Hypothesis Testing #

Hypothesis testing is a structured way to decide:

Is what we see in a sample just random variation, or is there evidence of a real effect in the population?

Hypothesis Testing topic sits inside inferential statistics: we use a sample to make a statement about a population.

Sampling (random and stratified)
Sampling distribution and Central Limit Theorem
Estimation (confidence intervals and confidence level)
Testing hypotheses (mean, proportion, ANOVA)
Maximum likelihood (MLE)

Key takeaway: The logic is always the same:
define a claim (null) and a competing claim (alternative)
compute a test statistic from the sample
use a threshold (critical value) or a p-value
make a decision and write the conclusion in words

Big picture roadmap #

%%{init: {'theme':'base','themeVariables': {
  'fontFamily':'Inter, ui-sans-serif, system-ui',
  'primaryColor':'#E8F1FF',
  'primaryTextColor':'#1F2937',
  'primaryBorderColor':'#A7C7FF',
  'lineColor':'#94A3B8',
  'tertiaryColor':'#F8FAFC'
}}}%%
flowchart TD
  A["Population<br/>unknown truth"] --> B["Sampling<br/>random / stratified"]
  B --> C["Statistic from sample<br/>mean / proportion / variance"]
  C --> D["Sampling distribution<br/>standard error"]
  D --> E["Estimation<br/>confidence intervals"]
  D --> F["Hypothesis test<br/>Z / t / proportion / F"]
  E --> G["Interpretation<br/>confidence level, margin of error"]
  F --> H["Decision<br/>reject H0 or fail to reject H0"]
  H --> I["Report<br/>p-value + conclusion in words"]
  G --> I

Key takeaway: Hypothesis testing depends on the idea of a sampling distribution. That is why we start with sampling and the Central Limit Theorem.

1) Sampling #

1.1 Population vs sample #

Population: the full set of elements you care about (usually huge).
Sample: a subset of the population that you can actually measure.
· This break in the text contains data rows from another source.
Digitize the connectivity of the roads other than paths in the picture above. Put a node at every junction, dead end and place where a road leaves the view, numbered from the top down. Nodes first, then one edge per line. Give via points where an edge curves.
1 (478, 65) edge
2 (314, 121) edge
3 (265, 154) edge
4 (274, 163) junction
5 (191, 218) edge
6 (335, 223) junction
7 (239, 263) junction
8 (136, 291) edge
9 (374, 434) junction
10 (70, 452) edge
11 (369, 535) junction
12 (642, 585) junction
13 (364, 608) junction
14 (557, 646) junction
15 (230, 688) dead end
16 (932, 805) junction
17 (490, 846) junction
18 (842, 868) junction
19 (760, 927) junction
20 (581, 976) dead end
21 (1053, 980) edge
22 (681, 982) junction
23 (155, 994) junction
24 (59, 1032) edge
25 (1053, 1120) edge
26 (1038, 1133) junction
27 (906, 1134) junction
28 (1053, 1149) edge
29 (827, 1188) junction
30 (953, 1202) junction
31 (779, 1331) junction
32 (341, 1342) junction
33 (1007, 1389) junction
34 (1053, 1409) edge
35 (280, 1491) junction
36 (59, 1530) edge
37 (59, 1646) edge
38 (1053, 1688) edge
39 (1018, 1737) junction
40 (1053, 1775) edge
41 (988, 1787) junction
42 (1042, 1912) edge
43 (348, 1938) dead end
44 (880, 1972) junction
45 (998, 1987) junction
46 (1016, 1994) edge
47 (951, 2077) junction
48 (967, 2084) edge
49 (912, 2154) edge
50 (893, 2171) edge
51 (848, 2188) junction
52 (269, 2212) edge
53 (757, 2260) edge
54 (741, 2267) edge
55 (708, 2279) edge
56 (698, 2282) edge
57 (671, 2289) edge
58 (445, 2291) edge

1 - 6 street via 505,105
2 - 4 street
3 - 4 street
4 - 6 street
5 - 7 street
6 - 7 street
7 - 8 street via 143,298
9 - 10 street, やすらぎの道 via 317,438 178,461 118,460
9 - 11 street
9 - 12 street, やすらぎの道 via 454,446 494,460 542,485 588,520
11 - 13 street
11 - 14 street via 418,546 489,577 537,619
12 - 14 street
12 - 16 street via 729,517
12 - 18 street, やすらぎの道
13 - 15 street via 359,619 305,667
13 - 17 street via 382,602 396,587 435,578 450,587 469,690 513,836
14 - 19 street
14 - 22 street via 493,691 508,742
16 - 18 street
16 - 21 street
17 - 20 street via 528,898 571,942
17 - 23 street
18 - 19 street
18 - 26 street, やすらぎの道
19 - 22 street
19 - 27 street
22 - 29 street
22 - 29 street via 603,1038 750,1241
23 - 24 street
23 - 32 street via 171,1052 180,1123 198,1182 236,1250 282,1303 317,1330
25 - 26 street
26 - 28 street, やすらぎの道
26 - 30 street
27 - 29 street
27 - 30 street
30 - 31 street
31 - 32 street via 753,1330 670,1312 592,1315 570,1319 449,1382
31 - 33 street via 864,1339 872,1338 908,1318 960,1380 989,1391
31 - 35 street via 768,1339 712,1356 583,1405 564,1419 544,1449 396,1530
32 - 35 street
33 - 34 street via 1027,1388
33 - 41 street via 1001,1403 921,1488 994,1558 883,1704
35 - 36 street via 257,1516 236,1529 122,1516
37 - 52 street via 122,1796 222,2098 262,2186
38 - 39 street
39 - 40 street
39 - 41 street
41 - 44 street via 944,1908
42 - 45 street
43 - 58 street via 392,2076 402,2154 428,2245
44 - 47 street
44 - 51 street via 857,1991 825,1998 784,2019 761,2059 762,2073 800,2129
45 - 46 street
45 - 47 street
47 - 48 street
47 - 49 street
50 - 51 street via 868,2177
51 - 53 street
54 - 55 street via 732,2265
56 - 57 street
Why sample? because measuring the full population can be too expensive in: money, manpower, material, and time.

1.2 Random sampling #

Random sampling means: each element has a known chance of selection, and selection is not biased.

Typical approach:

assign IDs to the population list (sampling frame)
use a random number generator to pick IDs

1.3 Stratified sampling #

Use stratified sampling when the population is heterogeneous.

Steps:

split population into strata (groups)
take a random sample within each stratum
combine results using weights proportional to stratum sizes

Why it helps: it prevents under-representing important subgroups.
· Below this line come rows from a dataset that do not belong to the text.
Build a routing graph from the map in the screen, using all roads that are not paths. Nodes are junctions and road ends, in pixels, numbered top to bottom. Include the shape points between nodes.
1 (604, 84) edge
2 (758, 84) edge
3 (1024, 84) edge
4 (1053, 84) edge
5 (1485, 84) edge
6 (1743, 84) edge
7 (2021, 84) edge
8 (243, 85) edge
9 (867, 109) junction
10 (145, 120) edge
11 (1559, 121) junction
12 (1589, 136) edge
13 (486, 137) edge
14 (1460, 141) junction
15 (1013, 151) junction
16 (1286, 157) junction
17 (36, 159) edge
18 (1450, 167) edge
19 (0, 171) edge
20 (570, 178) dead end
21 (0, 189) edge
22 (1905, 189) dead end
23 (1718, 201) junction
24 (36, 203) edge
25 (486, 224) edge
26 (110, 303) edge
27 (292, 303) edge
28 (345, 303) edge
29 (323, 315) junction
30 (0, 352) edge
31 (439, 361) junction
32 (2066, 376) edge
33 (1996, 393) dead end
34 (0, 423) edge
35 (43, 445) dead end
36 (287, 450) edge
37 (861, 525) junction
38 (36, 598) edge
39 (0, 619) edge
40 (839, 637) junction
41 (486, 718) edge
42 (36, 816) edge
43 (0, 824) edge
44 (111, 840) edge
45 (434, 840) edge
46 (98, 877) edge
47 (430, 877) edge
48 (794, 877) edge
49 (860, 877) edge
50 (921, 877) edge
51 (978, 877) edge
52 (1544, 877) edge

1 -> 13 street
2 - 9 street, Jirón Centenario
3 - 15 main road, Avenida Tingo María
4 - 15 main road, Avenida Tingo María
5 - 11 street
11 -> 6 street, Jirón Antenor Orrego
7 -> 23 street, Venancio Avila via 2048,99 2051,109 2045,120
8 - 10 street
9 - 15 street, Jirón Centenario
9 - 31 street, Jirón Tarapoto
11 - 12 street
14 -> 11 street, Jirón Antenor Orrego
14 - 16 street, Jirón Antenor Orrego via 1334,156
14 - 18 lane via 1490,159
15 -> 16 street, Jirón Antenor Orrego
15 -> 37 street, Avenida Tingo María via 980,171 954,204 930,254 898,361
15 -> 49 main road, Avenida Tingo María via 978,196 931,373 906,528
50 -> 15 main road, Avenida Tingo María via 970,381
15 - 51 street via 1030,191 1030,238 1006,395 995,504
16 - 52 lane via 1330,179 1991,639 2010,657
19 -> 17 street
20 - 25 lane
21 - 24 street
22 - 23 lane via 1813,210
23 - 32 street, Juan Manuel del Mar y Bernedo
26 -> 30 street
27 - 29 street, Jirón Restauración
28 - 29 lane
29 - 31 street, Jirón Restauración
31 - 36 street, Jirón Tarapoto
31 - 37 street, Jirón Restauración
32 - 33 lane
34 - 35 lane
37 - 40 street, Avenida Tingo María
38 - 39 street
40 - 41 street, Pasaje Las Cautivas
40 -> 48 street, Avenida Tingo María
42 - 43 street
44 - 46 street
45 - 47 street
Sampling error and sampling variation #

Sampling is random, so estimates vary from sample to sample.

Sampling variation: the natural variability of sample statistics across different samples.
Sampling error: the difference between a sample estimate and the true (unknown) population parameter.

A useful mental model:

Observed data = Truth + Bias + Random error Sampling design tries to reduce bias and control random error.

2) Sampling distributions and the Central Limit Theorem #

2.1 Sampling distribution #

A statistic (like the sample mean) becomes a random variable if we repeat sampling. Its distribution over repeated samples is the sampling distribution.
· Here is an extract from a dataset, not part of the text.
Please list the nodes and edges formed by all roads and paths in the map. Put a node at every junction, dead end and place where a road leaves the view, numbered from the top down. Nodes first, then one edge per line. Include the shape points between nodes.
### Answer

This is the key reason we can quantify uncertainty.

2.2 Central Limit Theorem for the sample mean #

If you take a random sample of size \( n \) from a population with mean \( \mu \) and standard deviation \( \sigma \) :

for sufficiently large \( n \) (rule of thumb: \( n\ge 30 \) ), the distribution of the sample mean \( \bar{x} \) is approximately normal
if the population itself is normal, then \( \bar{x} \) is normal for any \( n \)

Mean and standard deviation of the sampling distribution:

\[ E(\bar{x})=\mu \] \[ \sigma_{\bar{x}}=\frac{\sigma}{\sqrt{n}} \]

The quantity \( \sigma_{\bar{x}} \) is the standard error of the mean.

2.3 Z-score for sample means #

\[ Z=\frac{\bar{x}-\mu}{\sigma/\sqrt{n}} \]

This lets you convert a sample mean into a standard normal value, so you can compute probabilities and thresholds.

2.4 CLT for the sample proportion #

For a binary variable (success/failure), let \( \hat{p}=x/n \) .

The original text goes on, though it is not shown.